Then there was this, where Rand says;
“There are hundreds of papers from Google and Microsoft (Bing) researchers around LDA-related topics, too, for those interested. Reading through some of these, you can see that major search engines have almost certainly built more advanced models to handle this problem. ”
Now maybe this fellow paper/patent hound would know better, that’s just instances of the terms “LDA” and “Google”. That is not 900+ actual papers by Googlers and Bingers on the topic of LDA. Some aren’t even search engine related. Just a gaff there I hope. Oui?
OK… enough of that, I’m being cheeky there :0) I most certainly can do little but applaud Rand and Co. At the end of this ride. Why? Because it has shone yet another light on what 2/3rds of the initialism is, Search Engine(s). It has spurned many days of uber geeky chatter in the search space which is ultimately a GREAT thing. We must be able to understand these concepts to ensure we can make realistic observations in such situations in the future.
The real kicker? Is this;
“…this is not us “reversing the algorithm.” We may have built a great tool for improving the relevancy of your pages and helping to judge whether topic modeling is another component in the rankings” – Rand Fishkin
Ok my brother… as long as we have that, we be cool.
It is great to see these level of interest and engagement around these topics. Makes an ol (fire) horse feel all giddy inside. The Moz gang most certainly ‘get it‘. At least far better than a large portion of search folks I come across. Who can complain about these kinds of convos? Not me… not me.
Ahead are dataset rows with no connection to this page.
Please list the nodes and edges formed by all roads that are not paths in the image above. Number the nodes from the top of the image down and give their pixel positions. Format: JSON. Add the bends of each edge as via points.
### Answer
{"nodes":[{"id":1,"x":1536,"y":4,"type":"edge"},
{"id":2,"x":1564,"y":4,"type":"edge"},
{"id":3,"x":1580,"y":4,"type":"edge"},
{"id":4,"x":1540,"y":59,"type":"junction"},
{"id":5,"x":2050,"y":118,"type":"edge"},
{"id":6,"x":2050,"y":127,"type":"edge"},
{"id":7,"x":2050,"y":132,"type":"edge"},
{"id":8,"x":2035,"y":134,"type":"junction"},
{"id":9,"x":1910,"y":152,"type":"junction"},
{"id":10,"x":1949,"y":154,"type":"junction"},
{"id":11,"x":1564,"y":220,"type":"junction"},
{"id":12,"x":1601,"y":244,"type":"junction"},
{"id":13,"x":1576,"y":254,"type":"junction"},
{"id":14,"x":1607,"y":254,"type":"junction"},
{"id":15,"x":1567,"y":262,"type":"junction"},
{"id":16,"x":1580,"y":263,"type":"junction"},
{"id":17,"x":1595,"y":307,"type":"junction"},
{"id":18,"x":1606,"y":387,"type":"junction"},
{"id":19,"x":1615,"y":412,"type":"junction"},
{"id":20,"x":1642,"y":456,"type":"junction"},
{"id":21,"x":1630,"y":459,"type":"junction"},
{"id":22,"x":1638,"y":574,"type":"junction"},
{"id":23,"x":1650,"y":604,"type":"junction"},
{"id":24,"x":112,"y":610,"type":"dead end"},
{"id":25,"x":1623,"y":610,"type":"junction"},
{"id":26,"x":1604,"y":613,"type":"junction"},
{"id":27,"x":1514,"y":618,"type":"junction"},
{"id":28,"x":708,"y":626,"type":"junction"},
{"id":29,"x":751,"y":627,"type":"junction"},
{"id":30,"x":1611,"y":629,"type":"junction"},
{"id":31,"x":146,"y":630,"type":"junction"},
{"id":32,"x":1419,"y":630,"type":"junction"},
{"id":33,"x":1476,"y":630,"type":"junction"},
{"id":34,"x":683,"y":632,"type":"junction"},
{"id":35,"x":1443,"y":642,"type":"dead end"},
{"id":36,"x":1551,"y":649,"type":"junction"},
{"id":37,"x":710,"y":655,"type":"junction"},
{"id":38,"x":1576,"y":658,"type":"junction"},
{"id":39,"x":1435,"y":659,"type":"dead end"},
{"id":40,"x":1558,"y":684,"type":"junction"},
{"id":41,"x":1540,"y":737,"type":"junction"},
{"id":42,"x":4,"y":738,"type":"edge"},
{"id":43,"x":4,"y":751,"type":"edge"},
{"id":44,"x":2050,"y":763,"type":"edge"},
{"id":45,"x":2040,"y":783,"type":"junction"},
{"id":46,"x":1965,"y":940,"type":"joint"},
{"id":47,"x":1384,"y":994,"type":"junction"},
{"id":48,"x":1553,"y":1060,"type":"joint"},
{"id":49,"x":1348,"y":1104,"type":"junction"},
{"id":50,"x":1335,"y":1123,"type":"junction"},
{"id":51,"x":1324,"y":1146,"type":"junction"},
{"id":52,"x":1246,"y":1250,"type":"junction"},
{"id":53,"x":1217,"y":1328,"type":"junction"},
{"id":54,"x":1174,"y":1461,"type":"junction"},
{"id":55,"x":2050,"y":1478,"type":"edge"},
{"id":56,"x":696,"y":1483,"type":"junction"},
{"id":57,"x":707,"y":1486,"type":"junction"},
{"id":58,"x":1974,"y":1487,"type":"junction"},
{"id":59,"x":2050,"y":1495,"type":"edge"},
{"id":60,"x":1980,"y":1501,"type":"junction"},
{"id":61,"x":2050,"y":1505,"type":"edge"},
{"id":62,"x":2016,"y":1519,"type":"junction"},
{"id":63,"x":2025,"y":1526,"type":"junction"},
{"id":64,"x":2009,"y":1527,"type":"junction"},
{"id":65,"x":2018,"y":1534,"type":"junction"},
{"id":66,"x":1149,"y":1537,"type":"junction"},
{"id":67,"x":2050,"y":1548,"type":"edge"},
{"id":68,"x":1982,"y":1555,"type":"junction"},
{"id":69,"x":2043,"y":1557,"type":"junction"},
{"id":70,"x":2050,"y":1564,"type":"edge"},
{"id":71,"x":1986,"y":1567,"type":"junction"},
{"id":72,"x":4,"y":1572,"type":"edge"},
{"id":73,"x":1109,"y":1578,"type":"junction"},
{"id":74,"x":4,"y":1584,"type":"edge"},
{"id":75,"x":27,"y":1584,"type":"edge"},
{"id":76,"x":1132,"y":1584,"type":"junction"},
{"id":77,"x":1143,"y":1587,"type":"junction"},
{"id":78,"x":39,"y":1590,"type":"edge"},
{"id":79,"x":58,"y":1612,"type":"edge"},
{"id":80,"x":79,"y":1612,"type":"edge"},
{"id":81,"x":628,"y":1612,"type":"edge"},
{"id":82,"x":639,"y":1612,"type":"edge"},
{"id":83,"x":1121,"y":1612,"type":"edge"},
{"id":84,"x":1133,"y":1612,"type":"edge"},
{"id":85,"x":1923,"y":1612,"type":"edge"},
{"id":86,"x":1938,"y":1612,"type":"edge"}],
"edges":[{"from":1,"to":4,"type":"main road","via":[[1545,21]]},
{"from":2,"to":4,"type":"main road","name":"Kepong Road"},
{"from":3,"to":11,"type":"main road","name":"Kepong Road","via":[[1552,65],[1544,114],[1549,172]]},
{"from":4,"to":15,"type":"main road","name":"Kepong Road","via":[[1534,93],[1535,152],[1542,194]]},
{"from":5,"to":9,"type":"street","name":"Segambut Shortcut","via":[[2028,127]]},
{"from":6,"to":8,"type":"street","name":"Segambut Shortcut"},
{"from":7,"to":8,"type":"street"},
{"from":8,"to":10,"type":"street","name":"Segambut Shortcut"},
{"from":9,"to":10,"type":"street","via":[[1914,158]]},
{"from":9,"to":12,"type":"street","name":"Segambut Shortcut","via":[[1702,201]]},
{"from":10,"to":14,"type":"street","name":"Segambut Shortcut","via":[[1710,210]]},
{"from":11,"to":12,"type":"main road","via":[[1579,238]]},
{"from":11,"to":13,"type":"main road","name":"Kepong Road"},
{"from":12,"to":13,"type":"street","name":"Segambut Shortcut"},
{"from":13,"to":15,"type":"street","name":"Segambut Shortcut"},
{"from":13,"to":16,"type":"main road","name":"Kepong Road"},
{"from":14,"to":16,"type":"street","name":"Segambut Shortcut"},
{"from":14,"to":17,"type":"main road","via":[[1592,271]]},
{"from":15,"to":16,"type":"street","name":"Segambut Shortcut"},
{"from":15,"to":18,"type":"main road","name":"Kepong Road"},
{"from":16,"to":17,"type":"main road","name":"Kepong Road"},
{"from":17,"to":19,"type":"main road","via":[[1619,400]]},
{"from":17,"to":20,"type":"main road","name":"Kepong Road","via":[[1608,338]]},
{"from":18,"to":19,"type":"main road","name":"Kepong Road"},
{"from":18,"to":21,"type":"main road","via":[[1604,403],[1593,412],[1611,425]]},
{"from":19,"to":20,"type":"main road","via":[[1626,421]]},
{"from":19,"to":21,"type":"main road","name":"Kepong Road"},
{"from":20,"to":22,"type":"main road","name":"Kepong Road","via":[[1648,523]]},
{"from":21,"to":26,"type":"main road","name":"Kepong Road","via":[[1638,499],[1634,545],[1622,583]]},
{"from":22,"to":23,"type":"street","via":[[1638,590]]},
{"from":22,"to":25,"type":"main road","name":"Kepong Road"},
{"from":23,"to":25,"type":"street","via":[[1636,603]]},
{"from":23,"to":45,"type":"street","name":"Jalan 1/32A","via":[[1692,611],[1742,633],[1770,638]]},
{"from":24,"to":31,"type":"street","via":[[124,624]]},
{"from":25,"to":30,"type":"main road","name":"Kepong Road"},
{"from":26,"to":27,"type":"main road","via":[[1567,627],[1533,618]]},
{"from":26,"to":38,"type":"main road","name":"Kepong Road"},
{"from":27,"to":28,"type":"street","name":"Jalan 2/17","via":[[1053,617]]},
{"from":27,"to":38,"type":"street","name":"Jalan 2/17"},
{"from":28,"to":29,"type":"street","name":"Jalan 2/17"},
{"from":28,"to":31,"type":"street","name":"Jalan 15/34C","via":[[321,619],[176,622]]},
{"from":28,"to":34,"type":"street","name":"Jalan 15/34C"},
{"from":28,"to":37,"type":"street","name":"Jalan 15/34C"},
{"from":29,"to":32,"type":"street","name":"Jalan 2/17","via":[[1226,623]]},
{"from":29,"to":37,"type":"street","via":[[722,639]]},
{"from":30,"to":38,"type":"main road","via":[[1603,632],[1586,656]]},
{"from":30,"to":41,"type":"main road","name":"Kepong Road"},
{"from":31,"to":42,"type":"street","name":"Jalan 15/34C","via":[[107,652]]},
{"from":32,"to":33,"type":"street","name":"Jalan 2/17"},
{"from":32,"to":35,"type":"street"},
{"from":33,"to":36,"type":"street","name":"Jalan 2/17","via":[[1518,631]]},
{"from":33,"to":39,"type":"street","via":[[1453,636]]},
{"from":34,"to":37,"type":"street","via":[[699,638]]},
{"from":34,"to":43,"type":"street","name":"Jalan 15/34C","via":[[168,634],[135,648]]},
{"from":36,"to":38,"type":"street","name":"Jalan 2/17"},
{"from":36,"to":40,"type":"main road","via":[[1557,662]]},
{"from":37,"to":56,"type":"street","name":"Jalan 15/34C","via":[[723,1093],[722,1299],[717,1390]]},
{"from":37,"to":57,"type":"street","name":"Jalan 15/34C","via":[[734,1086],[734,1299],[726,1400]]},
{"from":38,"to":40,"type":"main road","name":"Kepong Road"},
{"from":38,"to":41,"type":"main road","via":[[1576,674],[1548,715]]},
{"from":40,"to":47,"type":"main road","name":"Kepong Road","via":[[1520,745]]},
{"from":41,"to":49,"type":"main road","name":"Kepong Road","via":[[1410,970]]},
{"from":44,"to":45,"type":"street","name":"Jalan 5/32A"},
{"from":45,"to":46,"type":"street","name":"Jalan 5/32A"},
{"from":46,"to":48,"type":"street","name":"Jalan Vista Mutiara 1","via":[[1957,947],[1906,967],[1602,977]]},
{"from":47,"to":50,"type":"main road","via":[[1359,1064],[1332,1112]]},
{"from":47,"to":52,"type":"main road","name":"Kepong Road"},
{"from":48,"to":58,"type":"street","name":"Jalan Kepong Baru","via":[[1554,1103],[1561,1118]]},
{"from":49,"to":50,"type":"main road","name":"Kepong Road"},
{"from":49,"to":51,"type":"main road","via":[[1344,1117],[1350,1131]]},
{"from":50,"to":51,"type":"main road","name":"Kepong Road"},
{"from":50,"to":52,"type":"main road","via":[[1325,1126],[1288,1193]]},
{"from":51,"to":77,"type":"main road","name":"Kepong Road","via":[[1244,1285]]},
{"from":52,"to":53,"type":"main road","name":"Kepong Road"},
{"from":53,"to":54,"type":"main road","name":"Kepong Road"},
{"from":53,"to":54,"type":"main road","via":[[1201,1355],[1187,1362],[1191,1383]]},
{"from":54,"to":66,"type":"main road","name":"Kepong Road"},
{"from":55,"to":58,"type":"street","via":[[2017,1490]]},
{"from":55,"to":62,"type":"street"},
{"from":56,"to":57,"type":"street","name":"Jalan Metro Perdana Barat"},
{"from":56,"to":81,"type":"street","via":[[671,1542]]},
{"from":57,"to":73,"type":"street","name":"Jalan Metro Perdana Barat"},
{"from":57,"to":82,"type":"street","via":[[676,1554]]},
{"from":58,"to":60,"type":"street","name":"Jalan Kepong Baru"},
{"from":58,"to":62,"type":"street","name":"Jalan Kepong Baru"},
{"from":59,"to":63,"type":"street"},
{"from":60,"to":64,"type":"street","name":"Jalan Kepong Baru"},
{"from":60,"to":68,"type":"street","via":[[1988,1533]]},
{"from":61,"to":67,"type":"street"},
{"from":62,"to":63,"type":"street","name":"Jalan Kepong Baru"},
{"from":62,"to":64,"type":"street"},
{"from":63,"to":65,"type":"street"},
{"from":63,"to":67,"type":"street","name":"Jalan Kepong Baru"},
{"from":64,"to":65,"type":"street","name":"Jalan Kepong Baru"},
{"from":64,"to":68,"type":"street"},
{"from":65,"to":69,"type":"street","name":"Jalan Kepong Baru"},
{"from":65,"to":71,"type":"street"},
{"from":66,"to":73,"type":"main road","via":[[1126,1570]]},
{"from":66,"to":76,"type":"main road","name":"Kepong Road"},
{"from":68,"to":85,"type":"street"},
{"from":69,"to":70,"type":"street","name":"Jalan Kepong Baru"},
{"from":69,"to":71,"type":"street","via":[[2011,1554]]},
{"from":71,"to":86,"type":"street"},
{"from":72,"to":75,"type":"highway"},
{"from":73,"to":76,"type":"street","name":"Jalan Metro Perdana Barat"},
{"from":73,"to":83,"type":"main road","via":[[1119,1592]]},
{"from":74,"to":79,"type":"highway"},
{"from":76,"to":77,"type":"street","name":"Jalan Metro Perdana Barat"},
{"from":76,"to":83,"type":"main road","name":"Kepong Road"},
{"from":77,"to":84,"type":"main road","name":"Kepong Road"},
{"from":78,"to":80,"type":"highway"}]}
Until next time, play safe!
ADDED; as for some of the correlation data that the Moz used, I’d have a read of Sean Gollihers post and (Dr.) Edel Garcia’s / for some counter points on that end.
- Latent Dirichlet Allocation, Blei et al., JMLR (3), 2003.
- pLDA on Google Code
- Fast collapsed gibbs sampling for latent dirichlet allocation, Porteous et al., KDD 2008.
- Distributed Inference for Latent Dirichlet Allocation, Newman et al., NIPS 2007.
- Collaborative Filtering for Orkut Communities: Discovery of User Latent Behavior. Wen-Yen Chen et al., WWW 2009.
- PLDA: Parallel Latent Dirichlet Allocation for Large-scale Applications – (direct link)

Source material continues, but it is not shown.